Stop and Go
I broke my toe last week. I was helping Molly get ready for bed and my foot rammed into the baby gate in the upstairs hallway and my little toe got caught and hurt like hell. I was whimpering on the floor for awhile. I knew I had hurt it badly, but didn't know just how much..
The next day at work, some of the U. health staff who were in a meeting with me peered over the table at my foot and said: "Oh, you broke your toe."
Oh, I guess I did. I went out that night and bought a pair of flip flops so I have shoes to wear and by this weekend it's been feeling a lot better.

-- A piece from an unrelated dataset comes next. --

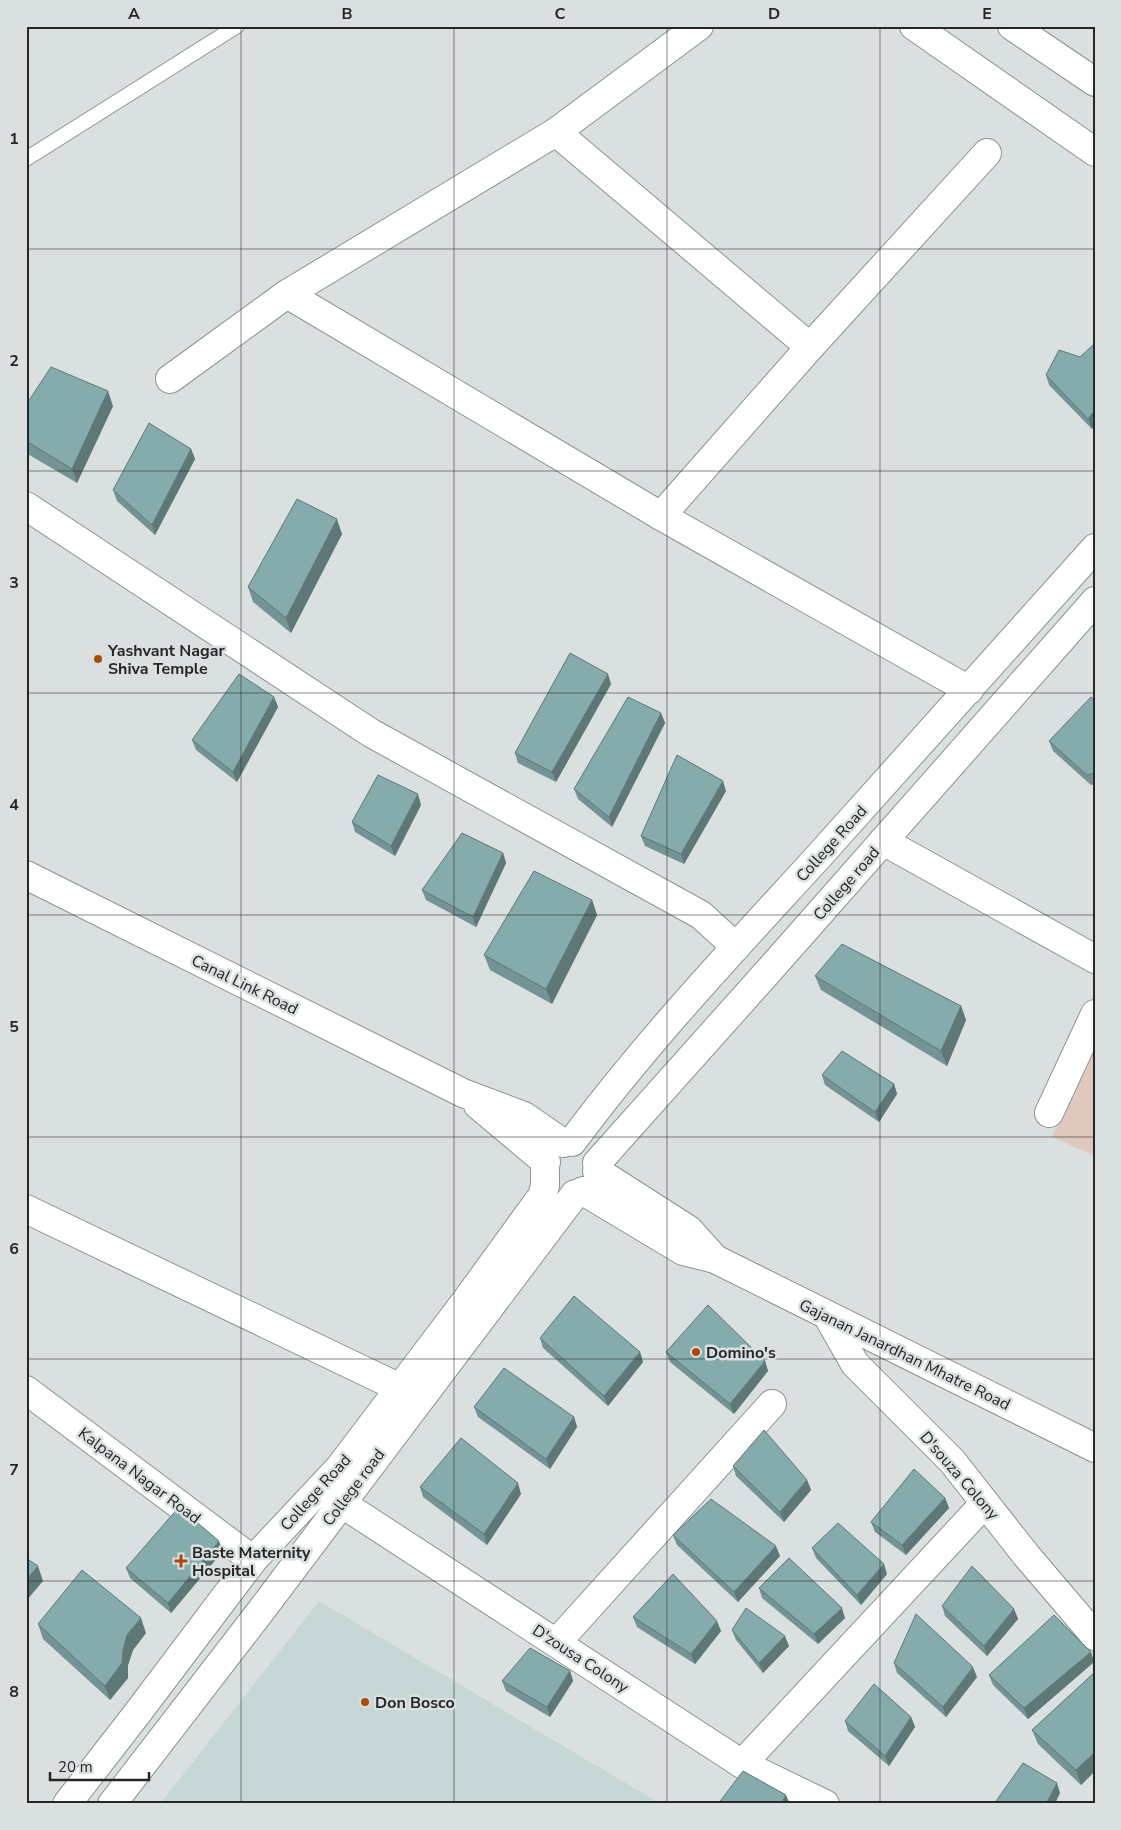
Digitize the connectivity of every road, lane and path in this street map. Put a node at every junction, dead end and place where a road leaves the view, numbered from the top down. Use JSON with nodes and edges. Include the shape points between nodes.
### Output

That same night I broke my toe I was contemplating a job offer of sorts that came from an unexpected source. It was flattering, but ultimately I decided to stick with Deb and my current job. It did take me by surprise, though, and i had to seriously consider what I wanted out of my career.
So, because I had this existential crisis regarding my job on the same night I broke my toe I had to think of how they were related, of course. The perfect metaphor and here it is:
I broke my toe because I was literally not watching where I was going and I was also metaphorically not watching where I was going with my career. So, I was forced to stop and pause and consider my path and make a conscious choice to continue...the injury was a way to get me to slow down and watch my step...
Oh, you know,it may seem like a stretch, but I gotta believe this PhD was good for something! ;)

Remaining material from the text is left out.